What is expected: A faithful copy of each record is required, minus the images.
━━━━━ Data supplied ━━━━━
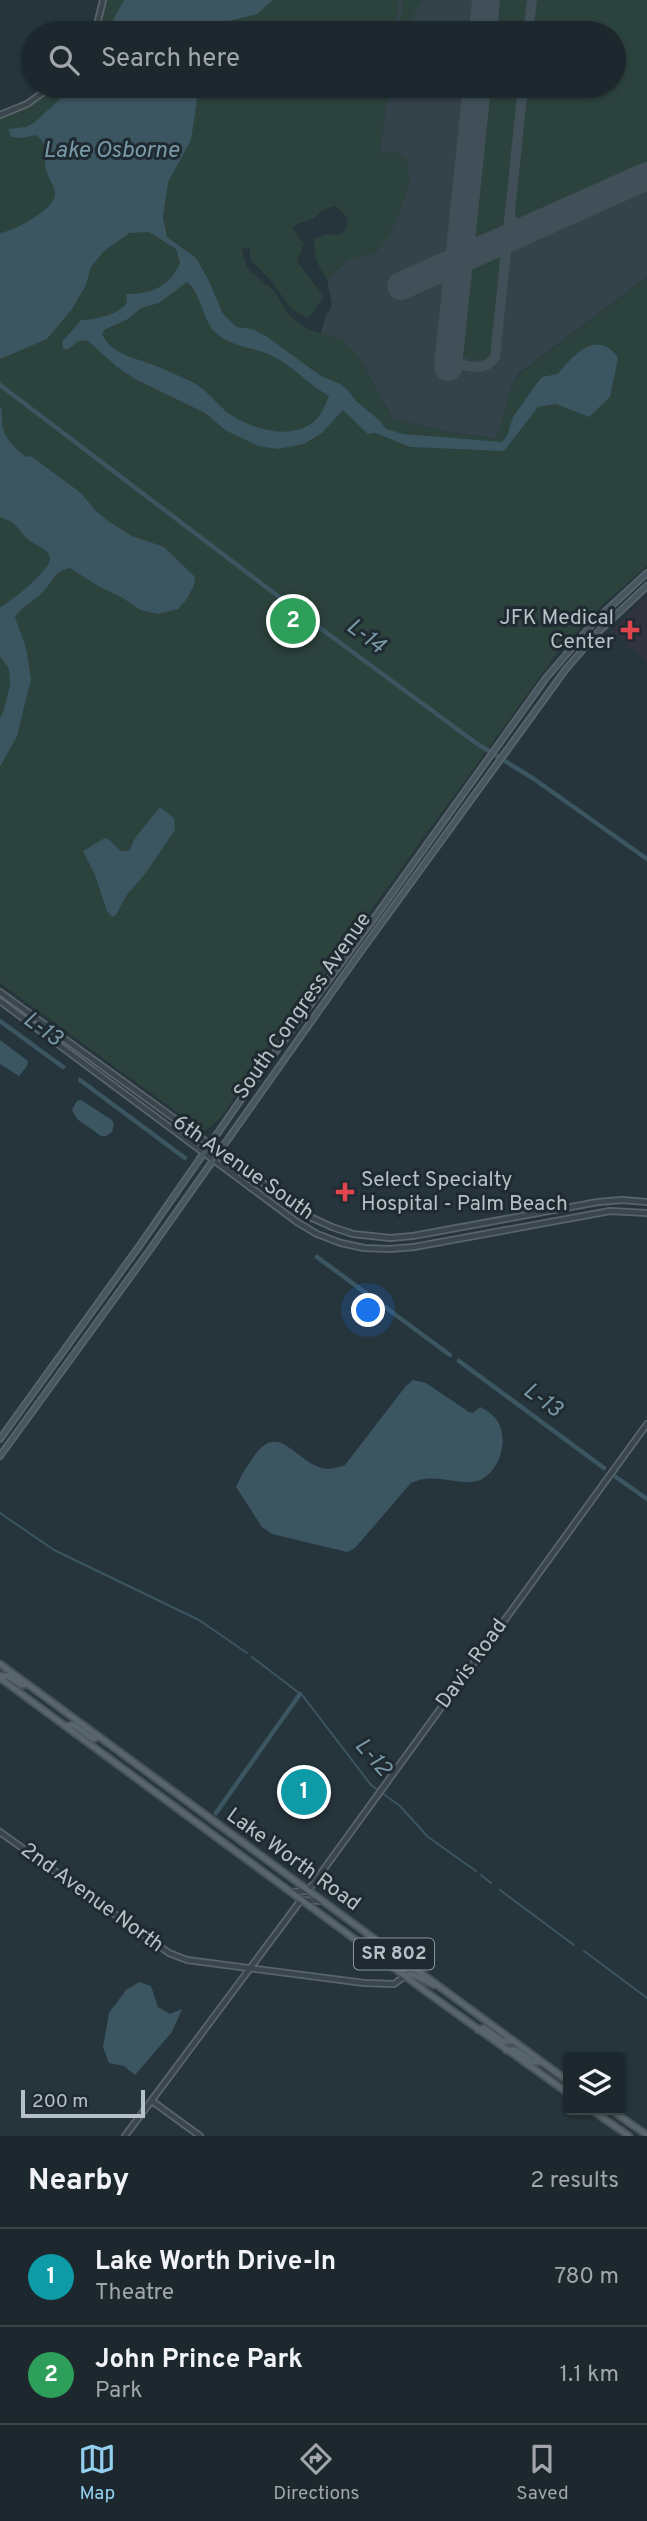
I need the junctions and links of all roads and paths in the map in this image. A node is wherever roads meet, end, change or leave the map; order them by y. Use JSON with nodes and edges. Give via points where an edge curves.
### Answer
{"nodes":[{"id":1,"x":103,"y":0,"type":"edge"},
{"id":2,"x":98,"y":21,"type":"edge"},
{"id":3,"x":35,"y":98,"type":"edge"},
{"id":4,"x":0,"y":115,"type":"edge"},
{"id":5,"x":647,"y":573,"type":"edge"},
{"id":6,"x":647,"y":586,"type":"edge"},
{"id":7,"x":355,"y":945,"type":"junction"},
{"id":8,"x":344,"y":960,"type":"junction"},
{"id":9,"x":351,"y":965,"type":"junction"},
{"id":10,"x":341,"y":978,"type":"junction"},
{"id":11,"x":0,"y":992,"type":"edge"},
{"id":12,"x":0,"y":1001,"type":"edge"},
{"id":13,"x":210,"y":1144,"type":"junction"},
{"id":14,"x":220,"y":1152,"type":"junction"},
{"id":15,"x":204,"y":1153,"type":"junction"},
{"id":16,"x":214,"y":1161,"type":"junction"},
{"id":17,"x":647,"y":1202,"type":"edge"},
{"id":18,"x":645,"y":1212,"type":"edge"},
{"id":19,"x":647,"y":1424,"type":"edge"},
{"id":20,"x":0,"y":1439,"type":"edge"},
{"id":21,"x":0,"y":1456,"type":"edge"},
{"id":22,"x":0,"y":1664,"type":"edge"},
{"id":23,"x":0,"y":1670,"type":"edge"},
{"id":24,"x":8,"y":1670,"type":"junction"},
{"id":25,"x":0,"y":1677,"type":"edge"},
{"id":26,"x":27,"y":1684,"type":"junction"},
{"id":27,"x":65,"y":1726,"type":"junction"},
{"id":28,"x":99,"y":1737,"type":"junction"},
{"id":29,"x":0,"y":1832,"type":"edge"},
{"id":30,"x":308,"y":1891,"type":"junction"},
{"id":31,"x":290,"y":1892,"type":"junction"},
{"id":32,"x":300,"y":1900,"type":"junction"},
{"id":33,"x":322,"y":1901,"type":"junction"},
{"id":34,"x":377,"y":1956,"type":"junction"},
{"id":35,"x":411,"y":1967,"type":"junction"},
{"id":36,"x":249,"y":1968,"type":"junction"},
{"id":37,"x":405,"y":1976,"type":"junction"},
{"id":38,"x":437,"y":1985,"type":"junction"},
{"id":39,"x":478,"y":2030,"type":"junction"},
{"id":40,"x":512,"y":2041,"type":"junction"},
{"id":41,"x":506,"y":2050,"type":"junction"},
{"id":42,"x":540,"y":2062,"type":"junction"},
{"id":43,"x":563,"y":2078,"type":"edge"},
{"id":44,"x":563,"y":2090,"type":"edge"},
{"id":45,"x":152,"y":2101,"type":"junction"},
{"id":46,"x":599,"y":2115,"type":"edge"},
{"id":47,"x":618,"y":2115,"type":"edge"},
{"id":48,"x":647,"y":2135,"type":"edge"},
{"id":49,"x":125,"y":2136,"type":"edge"},
{"id":50,"x":200,"y":2136,"type":"edge"},
{"id":51,"x":629,"y":2136,"type":"edge"}],
"edges":[{"from":1,"to":2,"type":"street"},
{"from":3,"to":4,"type":"street"},
{"from":5,"to":7,"type":"main road","name":"South Congress Avenue","via":[[572,645]]},
{"from":6,"to":9,"type":"main road","name":"South Congress Avenue","via":[[579,652]]},
{"from":7,"to":8,"type":"main road","name":"South Congress Avenue"},
{"from":7,"to":9,"type":"main road"},
{"from":8,"to":10,"type":"main road"},
{"from":8,"to":13,"type":"main road","name":"South Congress Avenue"},
{"from":9,"to":10,"type":"main road","name":"South Congress Avenue"},
{"from":10,"to":14,"type":"main road","name":"South Congress Avenue"},
{"from":11,"to":13,"type":"street","name":"6th Avenue South"},
{"from":12,"to":15,"type":"street","name":"6th Avenue South"},
{"from":13,"to":14,"type":"street","name":"6th Avenue South"},
{"from":13,"to":15,"type":"main road","name":"South Congress Avenue"},
{"from":14,"to":16,"type":"main road","name":"South Congress Avenue"},
{"from":14,"to":17,"type":"street","name":"6th Avenue South","via":[[310,1217],[365,1236],[414,1236],[611,1201]]},
{"from":15,"to":16,"type":"street","name":"6th Avenue South"},
{"from":15,"to":20,"type":"main road","name":"South Congress Avenue"},
{"from":16,"to":18,"type":"street","name":"6th Avenue South","via":[[297,1223],[329,1239],[364,1248],[414,1247],[610,1211]]},
{"from":16,"to":21,"type":"main road","name":"South Congress Avenue"},
{"from":19,"to":30,"type":"street","name":"Davis Road"},
{"from":22,"to":24,"type":"main road","name":"Lake Worth Road","number":"SR 802"},
{"from":23,"to":24,"type":"main road"},
{"from":24,"to":26,"type":"main road","name":"Lake Worth Road","number":"SR 802"},
{"from":25,"to":26,"type":"main road"},
{"from":25,"to":27,"type":"main road","name":"Lake Worth Road","number":"SR 802"},
{"from":26,"to":28,"type":"main road","name":"Lake Worth Road","number":"SR 802"},
{"from":27,"to":28,"type":"main road","via":[[74,1725],[93,1739]]},
{"from":27,"to":31,"type":"main road","name":"Lake Worth Road","number":"SR 802"},
{"from":28,"to":30,"type":"main road","name":"Lake Worth Road","number":"SR 802"},
{"from":29,"to":36,"type":"street","name":"2nd Avenue North","via":[[169,1954]]},
{"from":30,"to":31,"type":"street"},
{"from":30,"to":33,"type":"main road","name":"Lake Worth Road","number":"SR 802"},
{"from":31,"to":32,"type":"main road","name":"Lake Worth Road","number":"SR 802"},
{"from":32,"to":33,"type":"street"},
{"from":32,"to":34,"type":"main road","name":"Lake Worth Road","number":"SR 802"},
{"from":32,"to":36,"type":"street"},
{"from":33,"to":35,"type":"main road","name":"Lake Worth Road","number":"SR 802"},
{"from":34,"to":35,"type":"main road","via":[[404,1970]]},
{"from":34,"to":37,"type":"main road","name":"Lake Worth Road","number":"SR 802"},
{"from":35,"to":38,"type":"main road","name":"Lake Worth Road","number":"SR 802"},
{"from":36,"to":37,"type":"street","name":"2nd Avenue North","via":[[364,1983],[394,1984]]},
{"from":36,"to":45,"type":"street"},
{"from":37,"to":38,"type":"main road","via":[[412,1974]]},
{"from":37,"to":39,"type":"main road","name":"Lake Worth Road","number":"SR 802"},
{"from":38,"to":40,"type":"main road","name":"Lake Worth Road","number":"SR 802"},
{"from":39,"to":40,"type":"main road","via":[[484,2028],[502,2041]]},
{"from":39,"to":41,"type":"main road","name":"Lake Worth Road","number":"SR 802"},
{"from":40,"to":42,"type":"main road","name":"Lake Worth Road","number":"SR 802"},
{"from":41,"to":42,"type":"main road"},
{"from":41,"to":44,"type":"main road","name":"Lake Worth Road","number":"SR 802"},
{"from":42,"to":43,"type":"main road","name":"Lake Worth Road","number":"SR 802"},
{"from":45,"to":49,"type":"street"},
{"from":45,"to":50,"type":"street"},
{"from":46,"to":51,"type":"main road"},
{"from":47,"to":48,"type":"main road"}]}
━━━━━
Output:
I need the junctions and links of all roads and paths in the map in this image. A node is wherever roads meet, end, change or leave the map; order them by y. Use JSON with nodes and edges. Give via points where an edge curves.
### Answer
{"nodes":[{"id":1,"x":103,"y":0,"type":"edge"},
{"id":2,"x":98,"y":21,"type":"edge"},
{"id":3,"x":35,"y":98,"type":"edge"},
{"id":4,"x":0,"y":115,"type":"edge"},
{"id":5,"x":647,"y":573,"type":"edge"},
{"id":6,"x":647,"y":586,"type":"edge"},
{"id":7,"x":355,"y":945,"type":"junction"},
{"id":8,"x":344,"y":960,"type":"junction"},
{"id":9,"x":351,"y":965,"type":"junction"},
{"id":10,"x":341,"y":978,"type":"junction"},
{"id":11,"x":0,"y":992,"type":"edge"},
{"id":12,"x":0,"y":1001,"type":"edge"},
{"id":13,"x":210,"y":1144,"type":"junction"},
{"id":14,"x":220,"y":1152,"type":"junction"},
{"id":15,"x":204,"y":1153,"type":"junction"},
{"id":16,"x":214,"y":1161,"type":"junction"},
{"id":17,"x":647,"y":1202,"type":"edge"},
{"id":18,"x":645,"y":1212,"type":"edge"},
{"id":19,"x":647,"y":1424,"type":"edge"},
{"id":20,"x":0,"y":1439,"type":"edge"},
{"id":21,"x":0,"y":1456,"type":"edge"},
{"id":22,"x":0,"y":1664,"type":"edge"},
{"id":23,"x":0,"y":1670,"type":"edge"},
{"id":24,"x":8,"y":1670,"type":"junction"},
{"id":25,"x":0,"y":1677,"type":"edge"},
{"id":26,"x":27,"y":1684,"type":"junction"},
{"id":27,"x":65,"y":1726,"type":"junction"},
{"id":28,"x":99,"y":1737,"type":"junction"},
{"id":29,"x":0,"y":1832,"type":"edge"},
{"id":30,"x":308,"y":1891,"type":"junction"},
{"id":31,"x":290,"y":1892,"type":"junction"},
{"id":32,"x":300,"y":1900,"type":"junction"},
{"id":33,"x":322,"y":1901,"type":"junction"},
{"id":34,"x":377,"y":1956,"type":"junction"},
{"id":35,"x":411,"y":1967,"type":"junction"},
{"id":36,"x":249,"y":1968,"type":"junction"},
{"id":37,"x":405,"y":1976,"type":"junction"},
{"id":38,"x":437,"y":1985,"type":"junction"},
{"id":39,"x":478,"y":2030,"type":"junction"},
{"id":40,"x":512,"y":2041,"type":"junction"},
{"id":41,"x":506,"y":2050,"type":"junction"},
{"id":42,"x":540,"y":2062,"type":"junction"},
{"id":43,"x":563,"y":2078,"type":"edge"},
{"id":44,"x":563,"y":2090,"type":"edge"},
{"id":45,"x":152,"y":2101,"type":"junction"},
{"id":46,"x":599,"y":2115,"type":"edge"},
{"id":47,"x":618,"y":2115,"type":"edge"},
{"id":48,"x":647,"y":2135,"type":"edge"},
{"id":49,"x":125,"y":2136,"type":"edge"},
{"id":50,"x":200,"y":2136,"type":"edge"},
{"id":51,"x":629,"y":2136,"type":"edge"}],
"edges":[{"from":1,"to":2,"type":"street"},
{"from":3,"to":4,"type":"street"},
{"from":5,"to":7,"type":"main road","name":"South Congress Avenue","via":[[572,645]]},
{"from":6,"to":9,"type":"main road","name":"South Congress Avenue","via":[[579,652]]},
{"from":7,"to":8,"type":"main road","name":"South Congress Avenue"},
{"from":7,"to":9,"type":"main road"},
{"from":8,"to":10,"type":"main road"},
{"from":8,"to":13,"type":"main road","name":"South Congress Avenue"},
{"from":9,"to":10,"type":"main road","name":"South Congress Avenue"},
{"from":10,"to":14,"type":"main road","name":"South Congress Avenue"},
{"from":11,"to":13,"type":"street","name":"6th Avenue South"},
{"from":12,"to":15,"type":"street","name":"6th Avenue South"},
{"from":13,"to":14,"type":"street","name":"6th Avenue South"},
{"from":13,"to":15,"type":"main road","name":"South Congress Avenue"},
{"from":14,"to":16,"type":"main road","name":"South Congress Avenue"},
{"from":14,"to":17,"type":"street","name":"6th Avenue South","via":[[310,1217],[365,1236],[414,1236],[611,1201]]},
{"from":15,"to":16,"type":"street","name":"6th Avenue South"},
{"from":15,"to":20,"type":"main road","name":"South Congress Avenue"},
{"from":16,"to":18,"type":"street","name":"6th Avenue South","via":[[297,1223],[329,1239],[364,1248],[414,1247],[610,1211]]},
{"from":16,"to":21,"type":"main road","name":"South Congress Avenue"},
{"from":19,"to":30,"type":"street","name":"Davis Road"},
{"from":22,"to":24,"type":"main road","name":"Lake Worth Road","number":"SR 802"},
{"from":23,"to":24,"type":"main road"},
{"from":24,"to":26,"type":"main road","name":"Lake Worth Road","number":"SR 802"},
{"from":25,"to":26,"type":"main road"},
{"from":25,"to":27,"type":"main road","name":"Lake Worth Road","number":"SR 802"},
{"from":26,"to":28,"type":"main road","name":"Lake Worth Road","number":"SR 802"},
{"from":27,"to":28,"type":"main road","via":[[74,1725],[93,1739]]},
{"from":27,"to":31,"type":"main road","name":"Lake Worth Road","number":"SR 802"},
{"from":28,"to":30,"type":"main road","name":"Lake Worth Road","number":"SR 802"},
{"from":29,"to":36,"type":"street","name":"2nd Avenue North","via":[[169,1954]]},
{"from":30,"to":31,"type":"street"},
{"from":30,"to":33,"type":"main road","name":"Lake Worth Road","number":"SR 802"},
{"from":31,"to":32,"type":"main road","name":"Lake Worth Road","number":"SR 802"},
{"from":32,"to":33,"type":"street"},
{"from":32,"to":34,"type":"main road","name":"Lake Worth Road","number":"SR 802"},
{"from":32,"to":36,"type":"street"},
{"from":33,"to":35,"type":"main road","name":"Lake Worth Road","number":"SR 802"},
{"from":34,"to":35,"type":"main road","via":[[404,1970]]},
{"from":34,"to":37,"type":"main road","name":"Lake Worth Road","number":"SR 802"},
{"from":35,"to":38,"type":"main road","name":"Lake Worth Road","number":"SR 802"},
{"from":36,"to":37,"type":"street","name":"2nd Avenue North","via":[[364,1983],[394,1984]]},
{"from":36,"to":45,"type":"street"},
{"from":37,"to":38,"type":"main road","via":[[412,1974]]},
{"from":37,"to":39,"type":"main road","name":"Lake Worth Road","number":"SR 802"},
{"from":38,"to":40,"type":"main road","name":"Lake Worth Road","number":"SR 802"},
{"from":39,"to":40,"type":"main road","via":[[484,2028],[502,2041]]},
{"from":39,"to":41,"type":"main road","name":"Lake Worth Road","number":"SR 802"},
{"from":40,"to":42,"type":"main road","name":"Lake Worth Road","number":"SR 802"},
{"from":41,"to":42,"type":"main road"},
{"from":41,"to":44,"type":"main road","name":"Lake Worth Road","number":"SR 802"},
{"from":42,"to":43,"type":"main road","name":"Lake Worth Road","number":"SR 802"},
{"from":45,"to":49,"type":"street"},
{"from":45,"to":50,"type":"street"},
{"from":46,"to":51,"type":"main road"},
{"from":47,"to":48,"type":"main road"}]}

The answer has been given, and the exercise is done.